Is Sharp Losing its Edge?


Is Sharp Losing its Edge?

Japanese TV makers aren't having an easy time staying afloat in the market, and Sharp Corporation is no exception. Collectively, Panasonic, Sony, and Sharp have forecast combined losses of US$16 billion for the fiscal year ending in March 31st. And Mr Takashi Okuda, Sharp's soon-to-be president, also doubts that demand for televisions would rise anytime soon. According to The Wall Street Journal, Sharp was once Japan's source of pride for their electronic sector, but has since degenerated into a less impressive force struggling to compete on a global level. Sharp is expecting a 290 billion-yen net loss this financial year (announced on February 1st), as opposed to its earlier and more optimistic prediction of a 6 billion-yen profit.

This forecast is probably Sharp's largest annual loss in the AQUOS TV maker's 99-year history. Ranked as the world's fifth biggest TV maker, Sharp has attributed their heavy losses to weak demands for its core product groups, such as LCD panels, television sets, and solar panels, coupled by strong yen. Changes will be made at the top as well. Come April 1st, Mr Takashi Okuda will succeed existing president Mikio Katayama. Okuda has been with the firm for 34 years, and is currently heading Sharp's overseas operations. In addition, he also cited a lack of foresight and understanding as one of the causes for Sharp's poor returns. "Even though we possess technology to make good products, we haven't been able to launch them in a timely manner because we haven't had a good understanding of the market," said the 58-year-old Mr. Okuda. The company will be unveiling a new business plan by the time its full-year's earnings are announced. 
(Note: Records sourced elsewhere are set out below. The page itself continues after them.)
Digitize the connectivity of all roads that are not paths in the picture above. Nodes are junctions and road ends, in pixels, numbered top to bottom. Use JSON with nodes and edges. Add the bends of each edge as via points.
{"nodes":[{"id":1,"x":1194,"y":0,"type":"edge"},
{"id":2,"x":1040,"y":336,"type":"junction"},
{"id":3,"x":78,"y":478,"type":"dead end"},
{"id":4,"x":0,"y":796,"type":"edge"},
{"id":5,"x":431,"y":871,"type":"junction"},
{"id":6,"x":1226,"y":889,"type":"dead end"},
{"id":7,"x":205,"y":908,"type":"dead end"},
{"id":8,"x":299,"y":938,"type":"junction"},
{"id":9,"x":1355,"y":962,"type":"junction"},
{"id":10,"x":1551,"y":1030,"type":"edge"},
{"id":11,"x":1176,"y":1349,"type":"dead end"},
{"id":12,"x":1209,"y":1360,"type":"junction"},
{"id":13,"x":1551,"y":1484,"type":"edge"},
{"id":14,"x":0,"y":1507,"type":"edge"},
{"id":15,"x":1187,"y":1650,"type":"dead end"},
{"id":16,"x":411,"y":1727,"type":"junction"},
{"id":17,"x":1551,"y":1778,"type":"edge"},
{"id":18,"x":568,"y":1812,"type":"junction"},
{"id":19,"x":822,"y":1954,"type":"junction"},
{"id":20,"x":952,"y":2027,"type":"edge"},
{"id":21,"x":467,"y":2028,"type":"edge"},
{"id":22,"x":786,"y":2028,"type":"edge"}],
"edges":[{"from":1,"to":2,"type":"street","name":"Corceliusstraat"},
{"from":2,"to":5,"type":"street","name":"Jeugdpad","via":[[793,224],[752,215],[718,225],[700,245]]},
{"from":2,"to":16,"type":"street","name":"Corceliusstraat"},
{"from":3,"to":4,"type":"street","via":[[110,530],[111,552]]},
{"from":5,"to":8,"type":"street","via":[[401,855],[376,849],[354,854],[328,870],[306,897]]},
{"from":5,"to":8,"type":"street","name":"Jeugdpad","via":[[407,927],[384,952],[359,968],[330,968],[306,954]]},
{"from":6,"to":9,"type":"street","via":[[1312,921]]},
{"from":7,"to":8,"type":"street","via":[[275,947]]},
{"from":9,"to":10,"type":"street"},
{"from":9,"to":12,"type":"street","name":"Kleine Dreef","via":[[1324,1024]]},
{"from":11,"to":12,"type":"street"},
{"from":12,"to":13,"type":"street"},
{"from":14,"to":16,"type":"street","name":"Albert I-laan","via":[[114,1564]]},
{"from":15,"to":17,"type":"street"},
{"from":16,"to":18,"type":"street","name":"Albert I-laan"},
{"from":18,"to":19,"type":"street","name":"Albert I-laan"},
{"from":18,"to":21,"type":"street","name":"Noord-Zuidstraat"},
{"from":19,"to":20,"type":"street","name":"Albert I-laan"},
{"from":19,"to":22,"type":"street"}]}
According to Bloomberg's report, Sharp is planning to target the medical and automobile industries after expecting a stagnating demand for TV sets in the consumer sector. The Japanese company is also trying to ramp up production for their IGZO panels - an improved display for smartphones and tablets based on a new oxide material - but is presently facing 'manufacturing problems', based on information provided by the business information services company IHS Inc. In turn, this may well affect the cost and availability of Apple's new iPad which went on sale last week.